Friday, August 27, 2010

Skippy Dies.

by Paul Murray.
longlisted for the Booker Prize.

It better win.

I am being pulled inexorably through this story of a Catholic boys' school (with all of the wonderful narrative potential that that implies). It is the most thoroughly modern piece of storytelling that I have encountered. This Murray guy has boys pegged, girls pegged, their teachers pegged, their moms and dads pegged, and he has their drugs and their sex pegged, their curiosity and their stifling boredom pegged, and beyond those things, those things that he has control over, he has me nailed to the wall with the most compulsively enjoyable yet chilling book I have read since...I can't remember one like this.

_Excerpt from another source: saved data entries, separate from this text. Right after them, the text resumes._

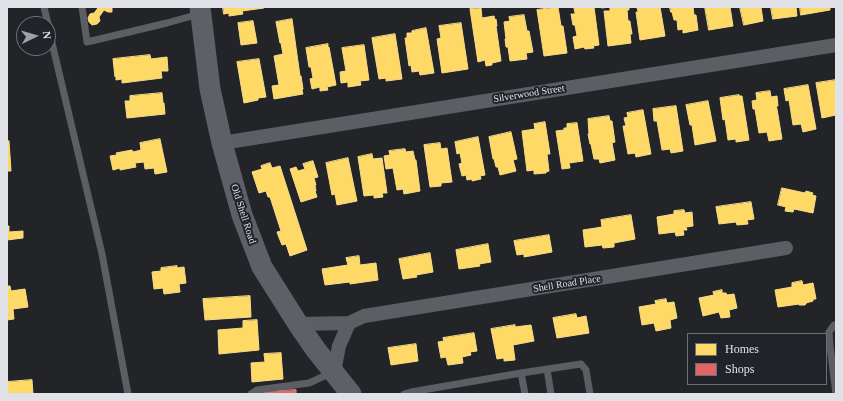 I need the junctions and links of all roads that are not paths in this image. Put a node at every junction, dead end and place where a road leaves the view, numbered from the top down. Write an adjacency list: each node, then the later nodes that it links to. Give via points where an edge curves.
1 (82, 7): 2 (lane, via 87,42 168,23)
2 (200, 10): 5 (street, Old Shell Road, via 210,89)
3 (836, 45): 5 (street, Silverwood Street)
4 (55, 56): 13 (lane, via 102,254)
5 (222, 143): 8 (street, Old Shell Road, via 242,214 262,268)
6 (786, 248): 7 (street, Shell Road Place, via 364,316)
7 (349, 322): 8 (street, Shell Road Place); 11 (street, via 339,346)
8 (298, 324): 11 (street, Old Shell Road)
9 (836, 324): 20 (lane, via 829,332)
10 (547, 369): 12 (lane); 18 (lane); 19 (lane, via 581,364 586,370)
11 (334, 372): 14 (lane, via 309,384 257,390); 15 (street, Old Shell Road)
12 (521, 373): 16 (lane); 17 (lane)
13 (128, 394)
14 (251, 394)
15 (351, 394)
16 (404, 394)
17 (525, 394)
18 (551, 394)
19 (590, 394)
20 (836, 394) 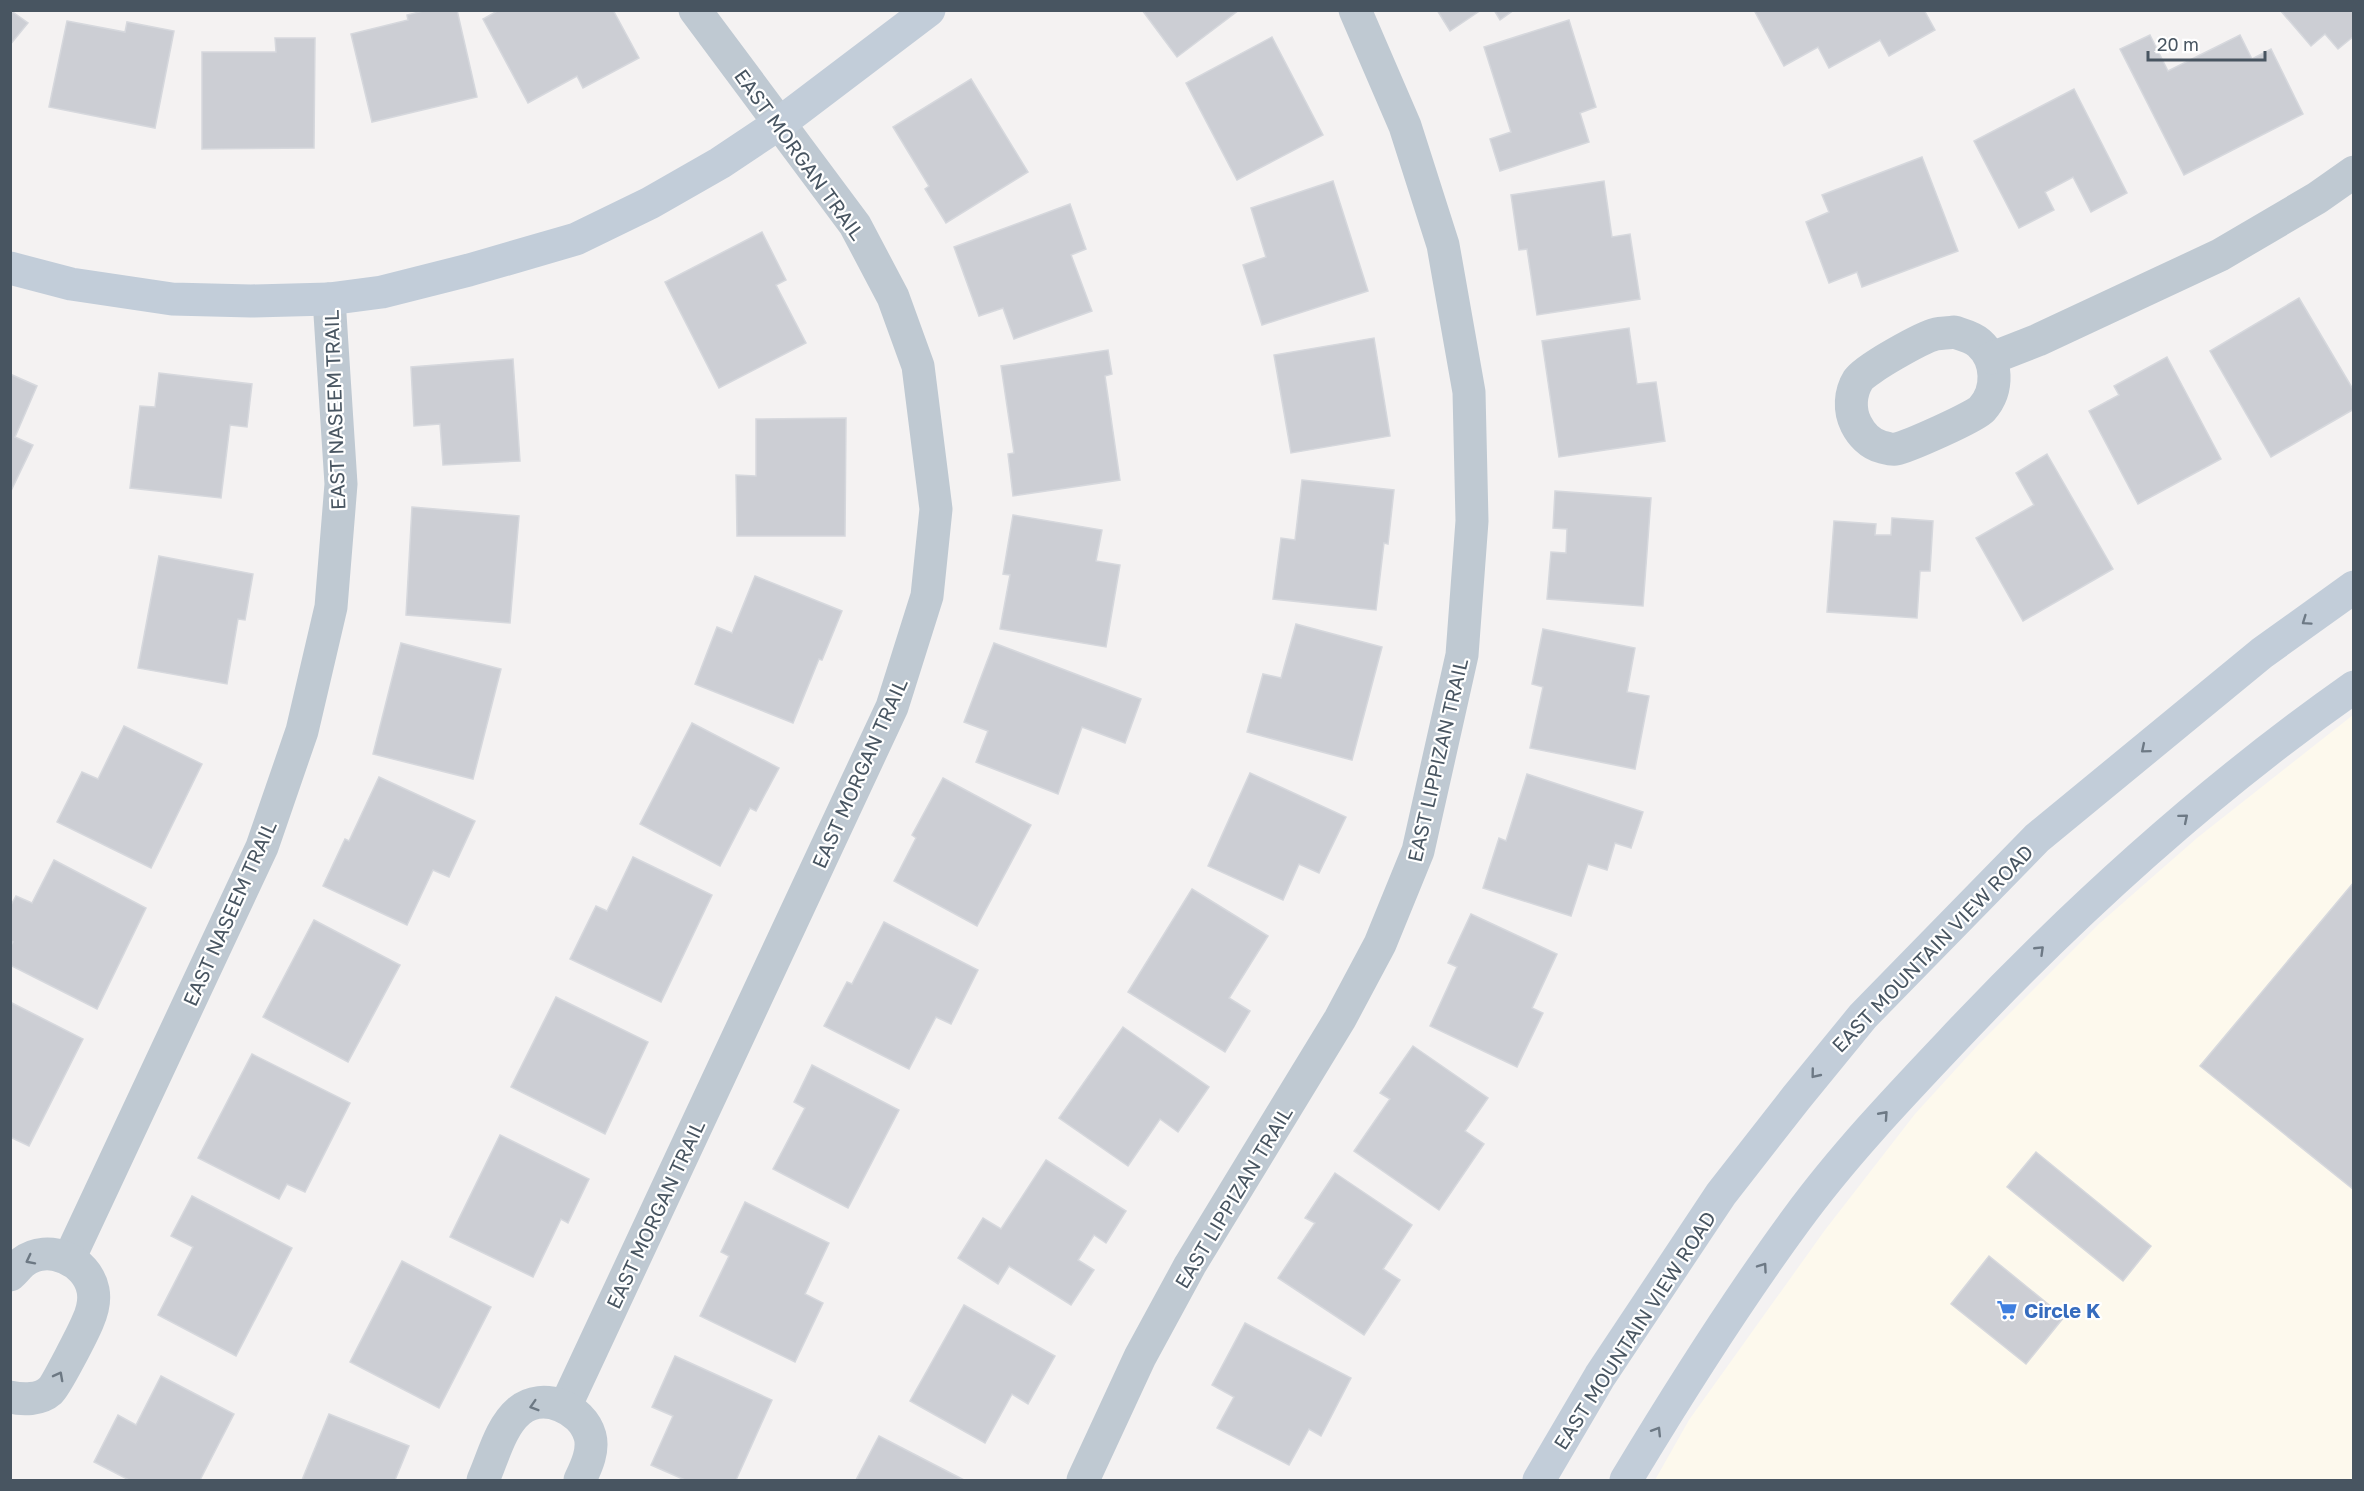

It's the best fictional study of the modern teenager you will read. I want to read it again and I'm not even halfway through. I'm reading these pages, and as a father I find myself hoping that my boy will be something like this character, that my daughter will find her way to not becoming like that one, and that both of them will either avoid or be strong enough to stand up to that one.
And I am thankful I don't have to go through it again, but at the same time I would give anything to go through the chapter I just read.
His first kiss.
Paul Murray is faithful to each and every character in his story. When a writer achieves this level of imagination, compassion, and focus...this book needs to be read.
It's coming into the store soon.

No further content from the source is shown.